Kasus Pagar Laut, Perampokan Sumber Daya Alam

Mantan Menkofolhukam RI Mahfud MD.--Foto Dok---

Radarlambar.bacakoran.co - Kasus pagar laut misterius yang terletak di pesisir Tangerang, yang membentang sepanjang 30,16 km, kini tengah menjadi perhatian publik dan aparat penegak hukum. Pembangunan pagar ini, yang mencaplok wilayah pesisir 16 desa di 6 kecamatan, berpotensi besar melanggar hukum yang mengatur pengelolaan dan perlindungan sumber daya alam. Pagar tersebut, yang pertama kali terungkap pada Agustus 2024, diduga merupakan bagian dari upaya perampokan terhadap kekayaan negara, terutama yang berkaitan dengan sumber daya alam yang seharusnya dilindungi oleh Undang-Undang.

Kasus ini menuai sorotan tajam dari berbagai kalangan, terutama pakar hukum yang menilai bahwa ini adalah pelanggaran besar terhadap aturan tata ruang dan perlindungan lingkungan hidup. Menurut ahli hukum, laut sebagai sumber daya alam yang vital tidak bisa dimiliki oleh pihak swasta, baik itu perusahaan ataupun individu. Secara hukum, tidak ada mekanisme yang membolehkan pemberian sertifikat hak guna bangunan (HGB) di atas laut, yang menurut banyak pihak justru menjadi indikasi niat buruk dalam penyalahgunaan sumber daya alam.

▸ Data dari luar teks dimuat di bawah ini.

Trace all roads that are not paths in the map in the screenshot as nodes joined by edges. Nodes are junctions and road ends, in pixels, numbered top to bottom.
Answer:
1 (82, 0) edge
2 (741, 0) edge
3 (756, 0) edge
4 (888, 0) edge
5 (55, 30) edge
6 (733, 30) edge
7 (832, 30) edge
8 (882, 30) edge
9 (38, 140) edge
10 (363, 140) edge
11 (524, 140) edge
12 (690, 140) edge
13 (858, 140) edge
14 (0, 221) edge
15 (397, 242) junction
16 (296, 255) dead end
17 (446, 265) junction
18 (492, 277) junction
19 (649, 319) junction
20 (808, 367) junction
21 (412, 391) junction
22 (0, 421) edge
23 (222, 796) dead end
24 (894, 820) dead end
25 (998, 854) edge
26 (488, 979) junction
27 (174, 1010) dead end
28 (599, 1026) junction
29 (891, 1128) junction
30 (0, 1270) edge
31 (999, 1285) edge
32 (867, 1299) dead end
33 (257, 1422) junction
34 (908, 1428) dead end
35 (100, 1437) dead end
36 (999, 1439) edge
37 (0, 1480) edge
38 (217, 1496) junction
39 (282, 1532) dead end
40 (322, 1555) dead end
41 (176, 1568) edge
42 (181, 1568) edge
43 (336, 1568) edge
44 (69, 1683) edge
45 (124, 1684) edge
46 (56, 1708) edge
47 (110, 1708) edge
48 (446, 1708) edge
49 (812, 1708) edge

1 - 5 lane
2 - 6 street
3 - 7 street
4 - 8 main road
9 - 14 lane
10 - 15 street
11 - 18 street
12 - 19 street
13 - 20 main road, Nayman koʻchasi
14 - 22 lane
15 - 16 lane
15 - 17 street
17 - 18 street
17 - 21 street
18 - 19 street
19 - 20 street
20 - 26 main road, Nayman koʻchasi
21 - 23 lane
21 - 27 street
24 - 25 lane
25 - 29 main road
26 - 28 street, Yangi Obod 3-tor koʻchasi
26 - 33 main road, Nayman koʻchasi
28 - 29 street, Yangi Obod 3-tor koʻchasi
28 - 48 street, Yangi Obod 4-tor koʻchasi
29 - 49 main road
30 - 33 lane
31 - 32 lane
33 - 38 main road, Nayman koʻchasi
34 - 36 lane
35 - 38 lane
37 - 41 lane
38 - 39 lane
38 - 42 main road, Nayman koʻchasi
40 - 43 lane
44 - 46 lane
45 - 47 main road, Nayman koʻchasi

Dalam kasus ni, Mantan Menko Polhukam, Mahfud MD, mengungkapkan bahwa tindakan ini tidak hanya bertentangan dengan prinsip dasar hukum, tetapi juga menunjukkan adanya upaya untuk mengalihkan lahan negara menjadi milik pribadi. Menurutnya, praktik semacam ini merupakan pelanggaran hukum yang serius, di mana hak atas tanah di atas laut ini tidak boleh diberikan. Sertifikat HGB yang diterbitkan di atas air menunjukkan adanya penipuan atau penggelapan yang dapat merugikan negara.

Mahfud juga menyoroti kemungkinan adanya kolusi antara pihak-pihak yang terlibat dalam penerbitan sertifikat ini dengan pejabat yang berwenang. Ia menjelaskan bahwa penerbitan sertifikat atas nama perusahaan seperti PT Intan Agung Makmur dan PT Cahaya Inti Sentosa, serta atas nama individu tertentu, merupakan bukti kuat adanya praktik penyalahgunaan wewenang. Dalam pandangannya, tindakan ini berpotensi melibatkan aliran uang dan suap yang mempengaruhi proses penerbitan sertifikat.

Selain itu, Mahfud mengingatkan bahwa dalam hukum Indonesia, tanah di atas laut tidak dapat diberi status hak guna bangunan. Hal ini menciptakan masalah besar karena sertifikat HGB yang dikeluarkan atas lahan laut menandakan bahwa pihak tertentu memiliki niat untuk mengubah status tanah tersebut menjadi daratan, yang kemudian bisa dijadikan objek reklamasi. Kondisi ini bisa sangat merugikan masyarakat, yang berpotensi kehilangan akses terhadap wilayah pesisir yang seharusnya menjadi milik bersama dan dilindungi negara.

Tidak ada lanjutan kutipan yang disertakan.